Probably China around the time when Qin Shi Huang was on the throne. The final book in my 80Ad series was set in Xi’an – because we’d travelled there and seen the terracotta warriors. It inspired a love of the Chinese culture. In western countries, we glorify our own historical achievements and those of the eastern countries barely rate a mention in school texts. They were an amazingly innovative people with a fine eye for philosophy, beauty and detail. Plus, I’d love to know what Qin Shi Huang’s tomb was really like when it was first built. They still haven’t excavated it, as they don’t feel the current techniques would allow it to be excavated successfully – which speaks volumes for the mindset of the Chinese as a whole.
Every writer encounters stumbling blocks, be it a difficult chapter, challenging subject matter or just starting a new project. How do you motivate yourself on days when you don’t want to write?
I usually have at least three projects on the go. At the moment I’m writing Blackbirds. But when I get stuck there, I’ll go back and either edit an older project that has been lying fallow, or write in an other project that I got stuck on previously. That way I’m never doing nothing. Something is always moving forward. I’m a bit of a goal-orientated achievement-endorphin junkie that way.
Probably something I should have therapy for.
If I’m really stuck on all fronts, I’ll go do some research on the topic. That often sparks a new idea or direction.
Failing that, I’ll go throw knives and swear a lot until I feel better.
Tell us about a book that’s excellent, but underappreciated or obscure.
Good grief. With the millions of books published each year you could probably say most of them are underappreciated and obscure. I’ve recently been re-reading Ray Bradbury. While I know he’s neither of those things, I think a lot of modern writers could learn from his skill with words. For all he was called a science fiction writer, much of his writing fell into the grey borders of horror. And – dated though his writing may seem now – it’s fascinating to try and parse out exactly how he creates a feeling of discomfort in even the most menial and tedious daily life moments of his characters. It makes you super-aware of how much word choice and arrangement has to do with evoking emotion in readers.
And a lot of readers could use re-training in the art of reading slower-paced books that mess with your head.

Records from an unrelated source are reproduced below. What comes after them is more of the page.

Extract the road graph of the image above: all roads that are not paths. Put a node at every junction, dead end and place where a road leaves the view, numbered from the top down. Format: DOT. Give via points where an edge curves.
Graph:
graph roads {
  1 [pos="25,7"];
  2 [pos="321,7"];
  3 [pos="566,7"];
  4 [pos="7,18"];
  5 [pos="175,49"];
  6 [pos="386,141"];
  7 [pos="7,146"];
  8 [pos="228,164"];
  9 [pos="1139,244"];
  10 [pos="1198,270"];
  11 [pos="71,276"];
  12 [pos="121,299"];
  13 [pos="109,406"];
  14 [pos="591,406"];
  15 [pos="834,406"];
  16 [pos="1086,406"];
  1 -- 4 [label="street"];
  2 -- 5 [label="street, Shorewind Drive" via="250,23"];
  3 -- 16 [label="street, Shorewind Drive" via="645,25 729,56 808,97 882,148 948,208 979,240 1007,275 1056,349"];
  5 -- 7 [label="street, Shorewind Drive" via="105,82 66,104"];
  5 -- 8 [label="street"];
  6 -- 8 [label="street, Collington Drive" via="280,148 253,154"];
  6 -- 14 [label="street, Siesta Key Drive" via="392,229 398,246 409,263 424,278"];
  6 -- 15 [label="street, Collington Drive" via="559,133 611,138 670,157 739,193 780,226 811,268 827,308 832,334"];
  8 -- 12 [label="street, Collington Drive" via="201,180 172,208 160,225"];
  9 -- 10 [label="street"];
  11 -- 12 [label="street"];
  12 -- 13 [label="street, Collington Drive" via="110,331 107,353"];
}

Finally, would you be so kind as to dazzle us with what we like to call a ‘shark elevator pitch’? (It’s exactly the same as an elevator pitch, but with sharks.) (Well, one shark. Which, by the way, is currently picking between its rows of teeth to try and dislodge the remains of the last author who stepped onto its elevator.)
Ahem. So: why should readers check out your work? A shark elevator pitch of your own book(s) in no more than three sentences – go!
Argh! Which book? Damn you, elevator-shark. I punch you in the metaphorical nose.
Take your pick:
80AD series – fun YA portal fantasy set in alternate-earth computer game and across 5 countries. 2 kids. 5 levels. Win the game or die and destroy real earth, basically.
Ruadhan Sidhe “Shadows” trilogy – urban fantasy kick-arse YA heroine. Sidhe/fae as you’ve probably never imagined them. In a thousand year old battle between humans, Dark sidhe and Light sidhe, Rowan Gilmore is the ultimate weapon they all want.
Kalima Chronicles #1 “IRON” (due out November 2018) – sci-fantasy set on an iron-poor colony world where the discovery of an iron deposit could lead to the destruction of their idealistic society. Or its salvation.
Awesome, Aiki. Thanks again for joining us today!
Aiki Flinthart is the author of the Ruadhan Sidhe trilogy, the 80AD series, and the Kalima Chronicles.